**EXERCISE REQUIREMENTS**
Print the listing once more, exactly as it stands.

**DATASET EXTRACT**
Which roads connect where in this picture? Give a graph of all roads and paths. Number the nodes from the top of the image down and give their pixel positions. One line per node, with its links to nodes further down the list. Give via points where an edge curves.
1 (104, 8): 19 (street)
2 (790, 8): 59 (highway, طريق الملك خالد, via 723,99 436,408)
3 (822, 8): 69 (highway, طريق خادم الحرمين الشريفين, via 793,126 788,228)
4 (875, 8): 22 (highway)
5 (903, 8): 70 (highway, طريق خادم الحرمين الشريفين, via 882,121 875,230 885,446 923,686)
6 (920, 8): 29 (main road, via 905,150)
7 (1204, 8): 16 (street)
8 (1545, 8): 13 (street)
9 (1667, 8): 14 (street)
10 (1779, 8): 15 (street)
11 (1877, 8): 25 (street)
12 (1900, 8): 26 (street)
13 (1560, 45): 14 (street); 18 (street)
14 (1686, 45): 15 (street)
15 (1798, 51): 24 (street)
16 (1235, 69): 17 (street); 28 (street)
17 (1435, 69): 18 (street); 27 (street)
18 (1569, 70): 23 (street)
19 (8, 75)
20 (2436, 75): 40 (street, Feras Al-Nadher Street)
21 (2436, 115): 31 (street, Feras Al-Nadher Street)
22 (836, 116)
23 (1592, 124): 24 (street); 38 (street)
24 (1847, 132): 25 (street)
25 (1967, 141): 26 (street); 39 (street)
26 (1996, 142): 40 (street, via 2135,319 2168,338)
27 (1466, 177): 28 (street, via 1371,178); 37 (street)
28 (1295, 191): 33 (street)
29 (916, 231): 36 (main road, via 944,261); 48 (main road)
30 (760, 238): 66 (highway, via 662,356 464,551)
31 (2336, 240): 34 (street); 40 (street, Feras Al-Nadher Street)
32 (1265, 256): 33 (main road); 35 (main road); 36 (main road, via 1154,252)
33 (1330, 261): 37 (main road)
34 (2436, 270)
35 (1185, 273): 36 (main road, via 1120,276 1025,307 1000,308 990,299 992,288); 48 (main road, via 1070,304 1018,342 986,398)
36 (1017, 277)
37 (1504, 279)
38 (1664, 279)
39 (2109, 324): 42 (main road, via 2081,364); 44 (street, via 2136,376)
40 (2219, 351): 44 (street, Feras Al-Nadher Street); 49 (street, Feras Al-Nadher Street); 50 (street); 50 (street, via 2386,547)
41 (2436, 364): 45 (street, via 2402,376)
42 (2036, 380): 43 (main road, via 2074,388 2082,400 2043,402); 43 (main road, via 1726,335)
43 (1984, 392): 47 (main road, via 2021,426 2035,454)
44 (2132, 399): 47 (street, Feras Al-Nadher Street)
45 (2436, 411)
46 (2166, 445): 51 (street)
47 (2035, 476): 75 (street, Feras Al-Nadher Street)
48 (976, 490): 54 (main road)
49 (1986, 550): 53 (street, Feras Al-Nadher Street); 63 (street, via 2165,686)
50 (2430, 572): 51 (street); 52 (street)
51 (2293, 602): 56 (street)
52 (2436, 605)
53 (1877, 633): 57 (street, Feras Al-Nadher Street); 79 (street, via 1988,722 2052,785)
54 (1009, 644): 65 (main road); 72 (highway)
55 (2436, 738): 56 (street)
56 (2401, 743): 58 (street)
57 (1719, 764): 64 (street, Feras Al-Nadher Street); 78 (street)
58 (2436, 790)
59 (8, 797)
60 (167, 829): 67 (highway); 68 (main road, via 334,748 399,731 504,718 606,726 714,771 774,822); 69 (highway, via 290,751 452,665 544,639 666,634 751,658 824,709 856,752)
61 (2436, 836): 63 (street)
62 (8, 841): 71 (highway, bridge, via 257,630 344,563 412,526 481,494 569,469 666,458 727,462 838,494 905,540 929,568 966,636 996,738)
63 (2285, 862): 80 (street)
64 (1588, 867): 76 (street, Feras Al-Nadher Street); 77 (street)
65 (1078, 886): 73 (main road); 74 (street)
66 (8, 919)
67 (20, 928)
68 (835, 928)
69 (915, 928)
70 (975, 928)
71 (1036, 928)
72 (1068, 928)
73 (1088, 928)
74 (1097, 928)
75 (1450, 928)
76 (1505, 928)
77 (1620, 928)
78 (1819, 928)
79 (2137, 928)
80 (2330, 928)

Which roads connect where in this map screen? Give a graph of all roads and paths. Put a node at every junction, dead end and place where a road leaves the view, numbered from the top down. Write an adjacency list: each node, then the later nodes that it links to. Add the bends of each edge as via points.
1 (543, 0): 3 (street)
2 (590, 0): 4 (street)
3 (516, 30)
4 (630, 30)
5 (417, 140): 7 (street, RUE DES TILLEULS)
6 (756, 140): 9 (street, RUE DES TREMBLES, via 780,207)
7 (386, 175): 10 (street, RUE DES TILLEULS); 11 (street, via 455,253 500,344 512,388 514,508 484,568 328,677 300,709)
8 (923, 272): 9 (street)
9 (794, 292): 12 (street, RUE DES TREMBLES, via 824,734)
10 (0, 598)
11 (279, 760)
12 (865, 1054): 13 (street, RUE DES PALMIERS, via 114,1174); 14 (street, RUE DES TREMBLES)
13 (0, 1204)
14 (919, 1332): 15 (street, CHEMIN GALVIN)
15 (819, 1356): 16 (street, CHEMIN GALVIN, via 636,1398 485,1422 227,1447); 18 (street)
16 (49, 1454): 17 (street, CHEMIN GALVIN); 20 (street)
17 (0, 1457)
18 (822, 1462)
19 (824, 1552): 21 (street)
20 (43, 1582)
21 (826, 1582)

**SOLUTION BELOW**
Which roads connect where in this picture? Give a graph of all roads and paths. Number the nodes from the top of the image down and give their pixel positions. One line per node, with its links to nodes further down the list. Give via points where an edge curves.
1 (104, 8): 19 (street)
2 (790, 8): 59 (highway, طريق الملك خالد, via 723,99 436,408)
3 (822, 8): 69 (highway, طريق خادم الحرمين الشريفين, via 793,126 788,228)
4 (875, 8): 22 (highway)
5 (903, 8): 70 (highway, طريق خادم الحرمين الشريفين, via 882,121 875,230 885,446 923,686)
6 (920, 8): 29 (main road, via 905,150)
7 (1204, 8): 16 (street)
8 (1545, 8): 13 (street)
9 (1667, 8): 14 (street)
10 (1779, 8): 15 (street)
11 (1877, 8): 25 (street)
12 (1900, 8): 26 (street)
13 (1560, 45): 14 (street); 18 (street)
14 (1686, 45): 15 (street)
15 (1798, 51): 24 (street)
16 (1235, 69): 17 (street); 28 (street)
17 (1435, 69): 18 (street); 27 (street)
18 (1569, 70): 23 (street)
19 (8, 75)
20 (2436, 75): 40 (street, Feras Al-Nadher Street)
21 (2436, 115): 31 (street, Feras Al-Nadher Street)
22 (836, 116)
23 (1592, 124): 24 (street); 38 (street)
24 (1847, 132): 25 (street)
25 (1967, 141): 26 (street); 39 (street)
26 (1996, 142): 40 (street, via 2135,319 2168,338)
27 (1466, 177): 28 (street, via 1371,178); 37 (street)
28 (1295, 191): 33 (street)
29 (916, 231): 36 (main road, via 944,261); 48 (main road)
30 (760, 238): 66 (highway, via 662,356 464,551)
31 (2336, 240): 34 (street); 40 (street, Feras Al-Nadher Street)
32 (1265, 256): 33 (main road); 35 (main road); 36 (main road, via 1154,252)
33 (1330, 261): 37 (main road)
34 (2436, 270)
35 (1185, 273): 36 (main road, via 1120,276 1025,307 1000,308 990,299 992,288); 48 (main road, via 1070,304 1018,342 986,398)
36 (1017, 277)
37 (1504, 279)
38 (1664, 279)
39 (2109, 324): 42 (main road, via 2081,364); 44 (street, via 2136,376)
40 (2219, 351): 44 (street, Feras Al-Nadher Street); 49 (street, Feras Al-Nadher Street); 50 (street); 50 (street, via 2386,547)
41 (2436, 364): 45 (street, via 2402,376)
42 (2036, 380): 43 (main road, via 2074,388 2082,400 2043,402); 43 (main road, via 1726,335)
43 (1984, 392): 47 (main road, via 2021,426 2035,454)
44 (2132, 399): 47 (street, Feras Al-Nadher Street)
45 (2436, 411)
46 (2166, 445): 51 (street)
47 (2035, 476): 75 (street, Feras Al-Nadher Street)
48 (976, 490): 54 (main road)
49 (1986, 550): 53 (street, Feras Al-Nadher Street); 63 (street, via 2165,686)
50 (2430, 572): 51 (street); 52 (street)
51 (2293, 602): 56 (street)
52 (2436, 605)
53 (1877, 633): 57 (street, Feras Al-Nadher Street); 79 (street, via 1988,722 2052,785)
54 (1009, 644): 65 (main road); 72 (highway)
55 (2436, 738): 56 (street)
56 (2401, 743): 58 (street)
57 (1719, 764): 64 (street, Feras Al-Nadher Street); 78 (street)
58 (2436, 790)
59 (8, 797)
60 (167, 829): 67 (highway); 68 (main road, via 334,748 399,731 504,718 606,726 714,771 774,822); 69 (highway, via 290,751 452,665 544,639 666,634 751,658 824,709 856,752)
61 (2436, 836): 63 (street)
62 (8, 841): 71 (highway, bridge, via 257,630 344,563 412,526 481,494 569,469 666,458 727,462 838,494 905,540 929,568 966,636 996,738)
63 (2285, 862): 80 (street)
64 (1588, 867): 76 (street, Feras Al-Nadher Street); 77 (street)
65 (1078, 886): 73 (main road); 74 (street)
66 (8, 919)
67 (20, 928)
68 (835, 928)
69 (915, 928)
70 (975, 928)
71 (1036, 928)
72 (1068, 928)
73 (1088, 928)
74 (1097, 928)
75 (1450, 928)
76 (1505, 928)
77 (1620, 928)
78 (1819, 928)
79 (2137, 928)
80 (2330, 928)

Which roads connect where in this map screen? Give a graph of all roads and paths. Put a node at every junction, dead end and place where a road leaves the view, numbered from the top down. Write an adjacency list: each node, then the later nodes that it links to. Add the bends of each edge as via points.
1 (543, 0): 3 (street)
2 (590, 0): 4 (street)
3 (516, 30)
4 (630, 30)
5 (417, 140): 7 (street, RUE DES TILLEULS)
6 (756, 140): 9 (street, RUE DES TREMBLES, via 780,207)
7 (386, 175): 10 (street, RUE DES TILLEULS); 11 (street, via 455,253 500,344 512,388 514,508 484,568 328,677 300,709)
8 (923, 272): 9 (street)
9 (794, 292): 12 (street, RUE DES TREMBLES, via 824,734)
10 (0, 598)
11 (279, 760)
12 (865, 1054): 13 (street, RUE DES PALMIERS, via 114,1174); 14 (street, RUE DES TREMBLES)
13 (0, 1204)
14 (919, 1332): 15 (street, CHEMIN GALVIN)
15 (819, 1356): 16 (street, CHEMIN GALVIN, via 636,1398 485,1422 227,1447); 18 (street)
16 (49, 1454): 17 (street, CHEMIN GALVIN); 20 (street)
17 (0, 1457)
18 (822, 1462)
19 (824, 1552): 21 (street)
20 (43, 1582)
21 (826, 1582)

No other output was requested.